What needs to be done: Among the entries below, how many lines have the word "above"? Answer only with the number.

Data entries:
----------------------------------------

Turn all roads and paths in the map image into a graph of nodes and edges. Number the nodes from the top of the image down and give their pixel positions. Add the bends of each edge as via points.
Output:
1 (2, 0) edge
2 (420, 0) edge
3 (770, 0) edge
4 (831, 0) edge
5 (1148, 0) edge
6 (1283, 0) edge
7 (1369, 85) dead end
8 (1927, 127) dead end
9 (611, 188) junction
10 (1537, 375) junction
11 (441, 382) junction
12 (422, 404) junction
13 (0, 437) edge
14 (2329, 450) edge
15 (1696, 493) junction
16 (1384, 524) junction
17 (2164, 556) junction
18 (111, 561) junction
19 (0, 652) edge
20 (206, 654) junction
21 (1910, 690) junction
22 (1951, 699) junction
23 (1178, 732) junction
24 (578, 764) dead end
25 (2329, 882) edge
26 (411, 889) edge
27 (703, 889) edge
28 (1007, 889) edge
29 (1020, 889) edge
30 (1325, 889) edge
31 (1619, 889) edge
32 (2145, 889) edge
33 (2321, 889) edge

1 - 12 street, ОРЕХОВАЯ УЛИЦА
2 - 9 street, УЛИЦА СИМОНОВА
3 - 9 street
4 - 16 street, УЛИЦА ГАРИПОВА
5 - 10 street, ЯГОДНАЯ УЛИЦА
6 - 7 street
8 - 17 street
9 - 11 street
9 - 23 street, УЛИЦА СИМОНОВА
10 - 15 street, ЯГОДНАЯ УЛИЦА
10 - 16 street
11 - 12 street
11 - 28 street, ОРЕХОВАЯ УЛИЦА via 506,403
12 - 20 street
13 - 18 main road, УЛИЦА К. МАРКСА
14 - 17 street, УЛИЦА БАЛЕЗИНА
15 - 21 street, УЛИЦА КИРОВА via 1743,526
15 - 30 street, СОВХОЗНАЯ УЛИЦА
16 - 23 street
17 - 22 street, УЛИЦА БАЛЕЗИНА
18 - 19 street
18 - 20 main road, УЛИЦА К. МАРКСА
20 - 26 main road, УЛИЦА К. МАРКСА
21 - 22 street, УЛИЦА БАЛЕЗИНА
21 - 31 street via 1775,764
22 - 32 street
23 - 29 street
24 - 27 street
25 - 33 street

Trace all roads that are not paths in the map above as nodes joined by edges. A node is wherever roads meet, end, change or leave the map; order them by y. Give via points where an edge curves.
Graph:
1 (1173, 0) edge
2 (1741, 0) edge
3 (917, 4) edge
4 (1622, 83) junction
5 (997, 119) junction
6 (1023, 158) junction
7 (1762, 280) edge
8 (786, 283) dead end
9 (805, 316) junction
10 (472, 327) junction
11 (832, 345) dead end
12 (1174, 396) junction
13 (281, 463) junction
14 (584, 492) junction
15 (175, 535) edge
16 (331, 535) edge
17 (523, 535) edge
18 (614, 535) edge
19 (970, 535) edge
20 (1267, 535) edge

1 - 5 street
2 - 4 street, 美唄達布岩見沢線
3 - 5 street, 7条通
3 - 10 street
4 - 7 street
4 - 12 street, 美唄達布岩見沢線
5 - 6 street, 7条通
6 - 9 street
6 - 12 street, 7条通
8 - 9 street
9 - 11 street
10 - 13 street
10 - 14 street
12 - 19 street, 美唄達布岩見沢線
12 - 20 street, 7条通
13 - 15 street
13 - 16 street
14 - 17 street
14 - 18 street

----------------------------------------

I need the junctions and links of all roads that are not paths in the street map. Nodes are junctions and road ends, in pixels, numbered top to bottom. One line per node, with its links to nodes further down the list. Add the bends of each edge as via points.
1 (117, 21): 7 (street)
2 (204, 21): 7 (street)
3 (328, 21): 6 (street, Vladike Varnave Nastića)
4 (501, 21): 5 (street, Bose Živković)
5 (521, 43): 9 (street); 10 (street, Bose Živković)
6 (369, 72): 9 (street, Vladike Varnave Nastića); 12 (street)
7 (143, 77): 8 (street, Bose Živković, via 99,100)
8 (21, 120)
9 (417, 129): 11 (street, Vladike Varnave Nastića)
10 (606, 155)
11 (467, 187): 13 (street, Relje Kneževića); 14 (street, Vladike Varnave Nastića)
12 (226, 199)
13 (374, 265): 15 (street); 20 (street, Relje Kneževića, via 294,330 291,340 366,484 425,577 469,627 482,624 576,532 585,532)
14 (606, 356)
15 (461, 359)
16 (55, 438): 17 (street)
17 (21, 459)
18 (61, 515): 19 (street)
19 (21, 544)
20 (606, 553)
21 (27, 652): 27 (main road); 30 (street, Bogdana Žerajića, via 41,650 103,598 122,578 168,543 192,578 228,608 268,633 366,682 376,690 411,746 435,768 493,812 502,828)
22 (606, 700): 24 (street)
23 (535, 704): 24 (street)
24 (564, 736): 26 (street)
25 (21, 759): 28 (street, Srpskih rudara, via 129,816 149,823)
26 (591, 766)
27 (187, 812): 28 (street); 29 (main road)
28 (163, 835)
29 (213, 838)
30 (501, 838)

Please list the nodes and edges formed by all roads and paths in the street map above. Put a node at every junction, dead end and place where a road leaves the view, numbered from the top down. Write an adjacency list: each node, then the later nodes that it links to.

----------------------------------------

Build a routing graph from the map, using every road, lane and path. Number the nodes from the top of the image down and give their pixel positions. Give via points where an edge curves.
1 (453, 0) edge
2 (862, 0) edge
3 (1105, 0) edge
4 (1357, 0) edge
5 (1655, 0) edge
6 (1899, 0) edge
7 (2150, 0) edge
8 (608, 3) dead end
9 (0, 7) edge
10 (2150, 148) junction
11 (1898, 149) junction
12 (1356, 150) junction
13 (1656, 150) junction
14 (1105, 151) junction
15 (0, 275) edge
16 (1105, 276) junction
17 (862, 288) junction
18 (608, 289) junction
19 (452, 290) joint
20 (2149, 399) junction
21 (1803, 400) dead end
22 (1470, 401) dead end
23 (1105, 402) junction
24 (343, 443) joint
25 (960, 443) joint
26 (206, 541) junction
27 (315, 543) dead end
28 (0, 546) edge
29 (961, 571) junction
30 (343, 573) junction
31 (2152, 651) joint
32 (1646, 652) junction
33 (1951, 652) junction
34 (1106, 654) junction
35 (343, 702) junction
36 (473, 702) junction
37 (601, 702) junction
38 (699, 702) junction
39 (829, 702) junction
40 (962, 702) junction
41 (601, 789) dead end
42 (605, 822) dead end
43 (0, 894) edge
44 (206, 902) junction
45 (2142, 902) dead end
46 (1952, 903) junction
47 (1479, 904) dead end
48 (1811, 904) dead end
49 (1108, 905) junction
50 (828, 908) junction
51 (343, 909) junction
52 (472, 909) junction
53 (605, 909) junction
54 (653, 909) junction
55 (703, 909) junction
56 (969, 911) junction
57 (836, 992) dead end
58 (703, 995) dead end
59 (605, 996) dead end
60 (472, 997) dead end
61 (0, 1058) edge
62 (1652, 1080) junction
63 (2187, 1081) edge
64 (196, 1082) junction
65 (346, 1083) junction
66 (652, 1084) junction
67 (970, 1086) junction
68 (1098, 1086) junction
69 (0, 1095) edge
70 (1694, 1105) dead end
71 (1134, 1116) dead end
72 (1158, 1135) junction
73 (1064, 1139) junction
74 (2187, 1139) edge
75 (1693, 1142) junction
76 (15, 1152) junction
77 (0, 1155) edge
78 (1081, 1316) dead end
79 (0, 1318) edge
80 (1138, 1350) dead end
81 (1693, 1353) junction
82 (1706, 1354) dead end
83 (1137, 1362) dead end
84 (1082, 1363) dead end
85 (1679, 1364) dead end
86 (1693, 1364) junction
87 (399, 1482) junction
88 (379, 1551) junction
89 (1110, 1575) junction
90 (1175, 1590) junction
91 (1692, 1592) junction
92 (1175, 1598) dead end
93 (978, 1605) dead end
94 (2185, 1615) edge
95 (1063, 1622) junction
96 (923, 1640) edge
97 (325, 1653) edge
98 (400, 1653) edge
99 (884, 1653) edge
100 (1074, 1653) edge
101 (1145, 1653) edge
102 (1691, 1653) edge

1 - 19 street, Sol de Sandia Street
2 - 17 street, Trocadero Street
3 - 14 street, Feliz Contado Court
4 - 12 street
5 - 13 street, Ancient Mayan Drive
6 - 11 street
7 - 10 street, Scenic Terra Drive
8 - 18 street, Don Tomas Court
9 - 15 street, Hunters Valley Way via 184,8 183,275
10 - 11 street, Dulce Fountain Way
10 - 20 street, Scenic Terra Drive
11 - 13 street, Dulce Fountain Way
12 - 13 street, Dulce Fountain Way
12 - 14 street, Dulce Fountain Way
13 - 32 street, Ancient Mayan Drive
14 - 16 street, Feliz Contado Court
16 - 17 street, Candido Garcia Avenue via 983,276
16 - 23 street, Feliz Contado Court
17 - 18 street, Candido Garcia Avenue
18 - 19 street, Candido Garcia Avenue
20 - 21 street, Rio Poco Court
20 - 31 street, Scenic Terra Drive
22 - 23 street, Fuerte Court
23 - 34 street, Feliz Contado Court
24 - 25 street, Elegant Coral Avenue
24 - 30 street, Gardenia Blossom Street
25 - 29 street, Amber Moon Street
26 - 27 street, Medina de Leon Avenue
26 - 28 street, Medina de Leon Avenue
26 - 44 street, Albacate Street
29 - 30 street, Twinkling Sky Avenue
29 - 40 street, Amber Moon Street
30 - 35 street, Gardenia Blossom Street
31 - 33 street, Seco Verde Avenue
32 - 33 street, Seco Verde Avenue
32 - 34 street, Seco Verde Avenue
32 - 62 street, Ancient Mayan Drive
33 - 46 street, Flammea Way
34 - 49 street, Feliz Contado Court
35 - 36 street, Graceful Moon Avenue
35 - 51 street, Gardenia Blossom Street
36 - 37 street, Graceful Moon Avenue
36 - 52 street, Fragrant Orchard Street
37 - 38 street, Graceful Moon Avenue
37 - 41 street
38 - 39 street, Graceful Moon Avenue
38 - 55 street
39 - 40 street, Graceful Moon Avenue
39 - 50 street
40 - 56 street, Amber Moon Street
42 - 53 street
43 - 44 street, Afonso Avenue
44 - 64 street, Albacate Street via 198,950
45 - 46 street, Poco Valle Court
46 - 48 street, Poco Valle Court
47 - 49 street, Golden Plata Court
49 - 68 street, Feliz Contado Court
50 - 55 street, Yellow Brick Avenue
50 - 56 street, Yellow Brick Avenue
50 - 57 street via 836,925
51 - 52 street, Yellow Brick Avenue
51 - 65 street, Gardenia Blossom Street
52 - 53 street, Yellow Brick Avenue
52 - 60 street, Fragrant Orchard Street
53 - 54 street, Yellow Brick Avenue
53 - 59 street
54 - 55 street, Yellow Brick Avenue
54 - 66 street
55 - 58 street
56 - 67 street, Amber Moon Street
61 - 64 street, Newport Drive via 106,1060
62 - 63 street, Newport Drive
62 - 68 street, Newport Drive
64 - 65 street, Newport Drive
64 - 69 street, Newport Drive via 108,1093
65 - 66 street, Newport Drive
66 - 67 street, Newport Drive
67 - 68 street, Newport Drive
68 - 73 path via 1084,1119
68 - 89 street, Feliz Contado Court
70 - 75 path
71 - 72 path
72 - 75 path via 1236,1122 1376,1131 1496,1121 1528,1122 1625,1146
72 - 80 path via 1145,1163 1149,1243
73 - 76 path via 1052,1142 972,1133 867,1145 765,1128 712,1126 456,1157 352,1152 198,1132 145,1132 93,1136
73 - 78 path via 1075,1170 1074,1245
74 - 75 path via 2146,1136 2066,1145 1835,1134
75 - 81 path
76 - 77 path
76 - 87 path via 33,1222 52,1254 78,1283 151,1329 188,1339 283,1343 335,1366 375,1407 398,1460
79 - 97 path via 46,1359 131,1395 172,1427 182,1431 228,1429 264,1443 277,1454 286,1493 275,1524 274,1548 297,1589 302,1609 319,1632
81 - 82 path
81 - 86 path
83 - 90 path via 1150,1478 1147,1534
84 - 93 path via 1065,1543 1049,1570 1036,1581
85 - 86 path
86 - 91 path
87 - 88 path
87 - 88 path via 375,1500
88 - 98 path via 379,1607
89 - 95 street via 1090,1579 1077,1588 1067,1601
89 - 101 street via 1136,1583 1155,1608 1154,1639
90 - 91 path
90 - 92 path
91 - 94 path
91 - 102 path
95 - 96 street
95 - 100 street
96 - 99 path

----------------------------------------

Answer to this task: 2